_Exercise description_
Set down each line of the material that follows exactly, and leave its pictures out.

_Information_
****

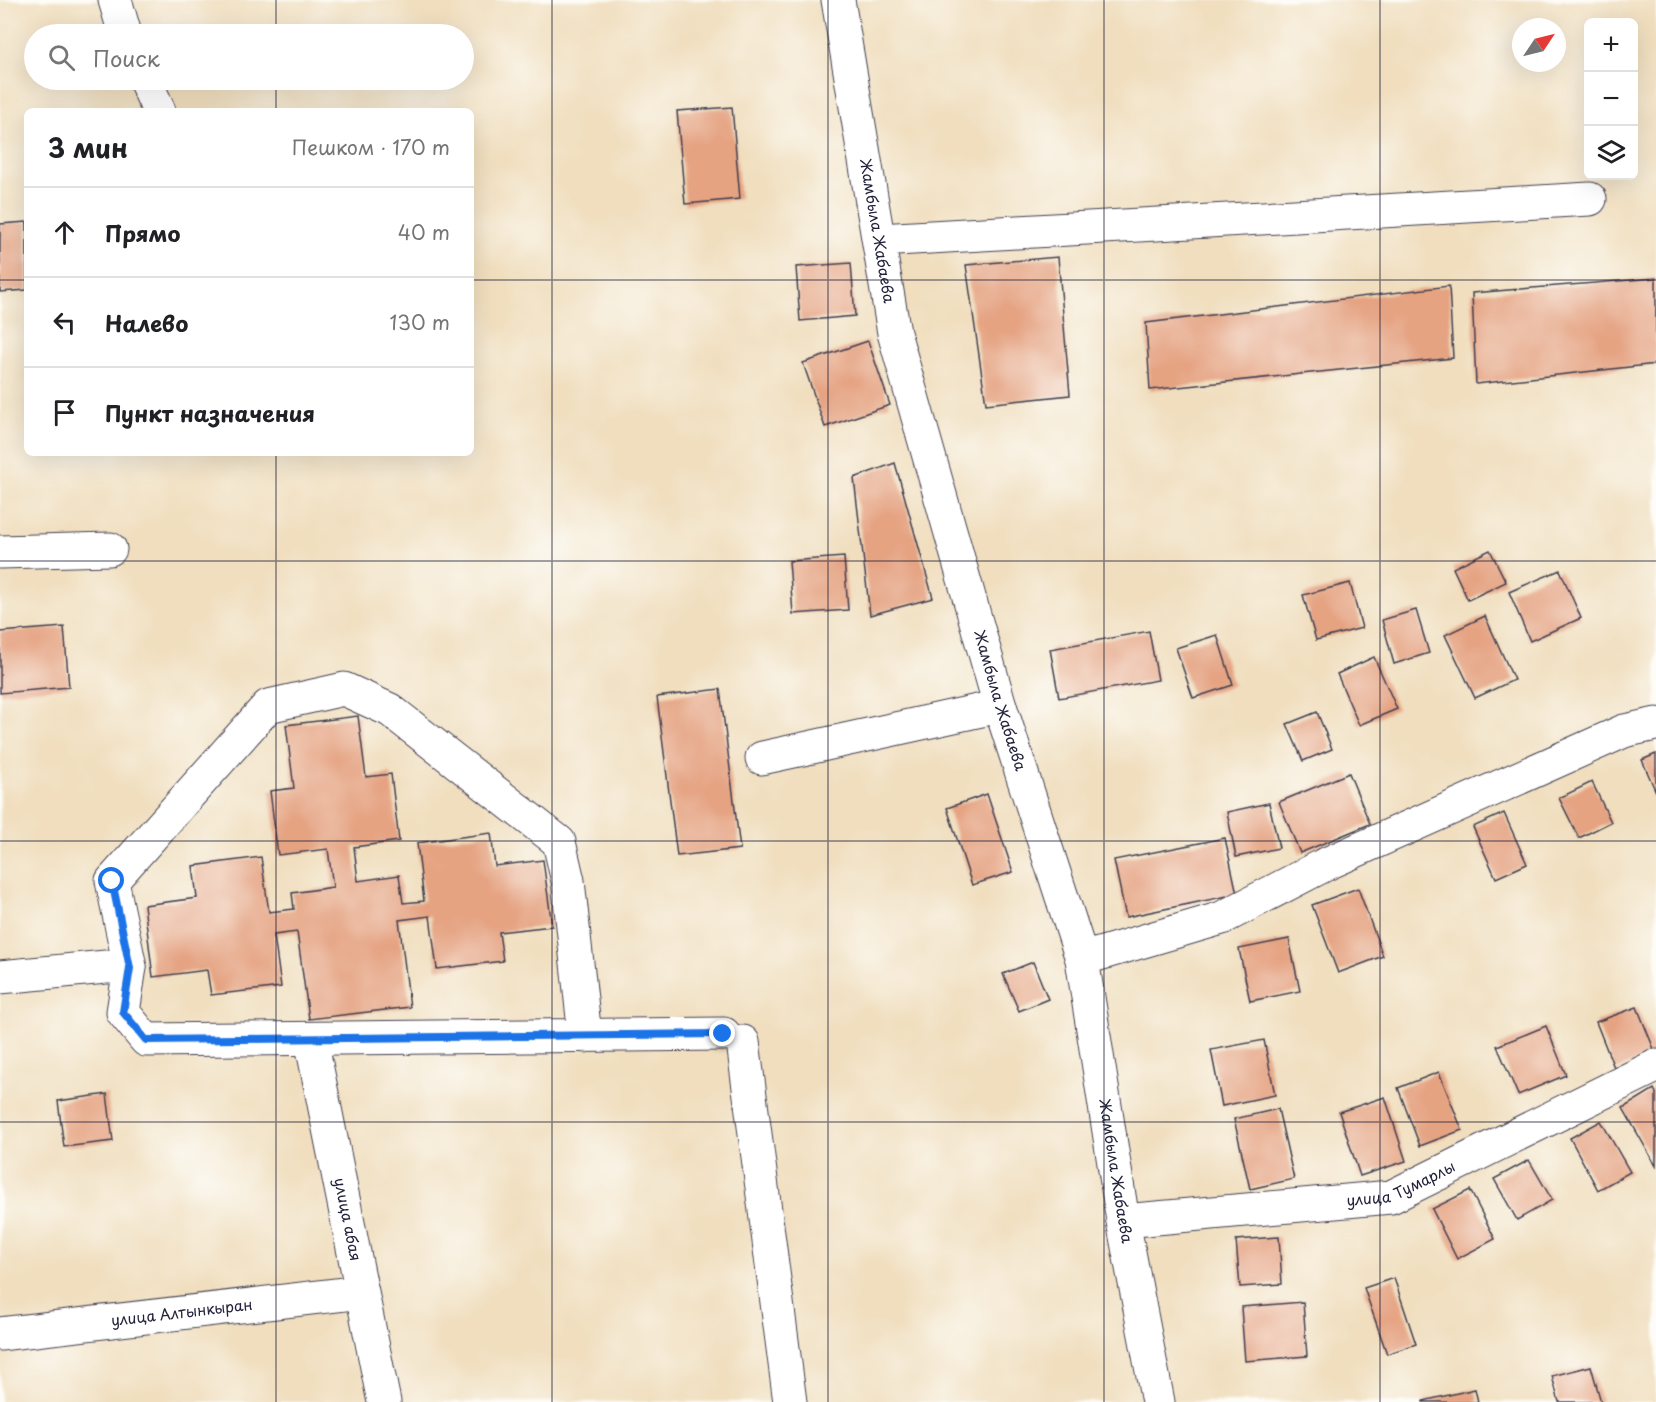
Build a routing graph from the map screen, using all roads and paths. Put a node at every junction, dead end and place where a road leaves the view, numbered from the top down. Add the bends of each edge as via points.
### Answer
1 (115, 0) edge
2 (838, 0) edge
3 (122, 24) edge
4 (150, 90) edge
5 (158, 108) edge
6 (1590, 199) dead end
7 (879, 240) junction
8 (110, 549) dead end
9 (0, 552) edge
10 (1000, 706) junction
11 (1656, 724) edge
12 (762, 758) dead end
13 (1082, 958) junction
14 (130, 968) junction
15 (0, 977) edge
16 (585, 1036) junction
17 (311, 1039) junction
18 (1656, 1066) edge
19 (1123, 1221) junction
20 (362, 1292) junction
21 (0, 1334) edge
22 (384, 1402) edge
23 (790, 1402) edge
24 (1158, 1402) edge

1 - 3 street
2 - 7 street, Жамбыла Жабаева
4 - 5 street
6 - 7 street
7 - 10 street, Жамбыла Жабаева via 894,333
8 - 9 street
10 - 12 street
10 - 13 street, Жамбыла Жабаева
11 - 13 street via 1624,731 1581,750 1326,864 1222,918
13 - 19 street, Жамбыла Жабаева
14 - 15 street
14 - 16 street via 112,881 268,706 344,689 390,710 559,842 568,881
14 - 17 street via 123,1012 146,1040
16 - 17 street
16 - 23 street via 733,1038
17 - 20 street, улица абая
18 - 19 street, улица Тумарлы via 1391,1197
19 - 24 street, Жамбыла Жабаева
20 - 21 street, улица Алтынкыран
20 - 22 street, улица абая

****

_Your response_
Build a routing graph from the map screen, using all roads and paths. Put a node at every junction, dead end and place where a road leaves the view, numbered from the top down. Add the bends of each edge as via points.
### Answer
1 (115, 0) edge
2 (838, 0) edge
3 (122, 24) edge
4 (150, 90) edge
5 (158, 108) edge
6 (1590, 199) dead end
7 (879, 240) junction
8 (110, 549) dead end
9 (0, 552) edge
10 (1000, 706) junction
11 (1656, 724) edge
12 (762, 758) dead end
13 (1082, 958) junction
14 (130, 968) junction
15 (0, 977) edge
16 (585, 1036) junction
17 (311, 1039) junction
18 (1656, 1066) edge
19 (1123, 1221) junction
20 (362, 1292) junction
21 (0, 1334) edge
22 (384, 1402) edge
23 (790, 1402) edge
24 (1158, 1402) edge

1 - 3 street
2 - 7 street, Жамбыла Жабаева
4 - 5 street
6 - 7 street
7 - 10 street, Жамбыла Жабаева via 894,333
8 - 9 street
10 - 12 street
10 - 13 street, Жамбыла Жабаева
11 - 13 street via 1624,731 1581,750 1326,864 1222,918
13 - 19 street, Жамбыла Жабаева
14 - 15 street
14 - 16 street via 112,881 268,706 344,689 390,710 559,842 568,881
14 - 17 street via 123,1012 146,1040
16 - 17 street
16 - 23 street via 733,1038
17 - 20 street, улица абая
18 - 19 street, улица Тумарлы via 1391,1197
19 - 24 street, Жамбыла Жабаева
20 - 21 street, улица Алтынкыран
20 - 22 street, улица абая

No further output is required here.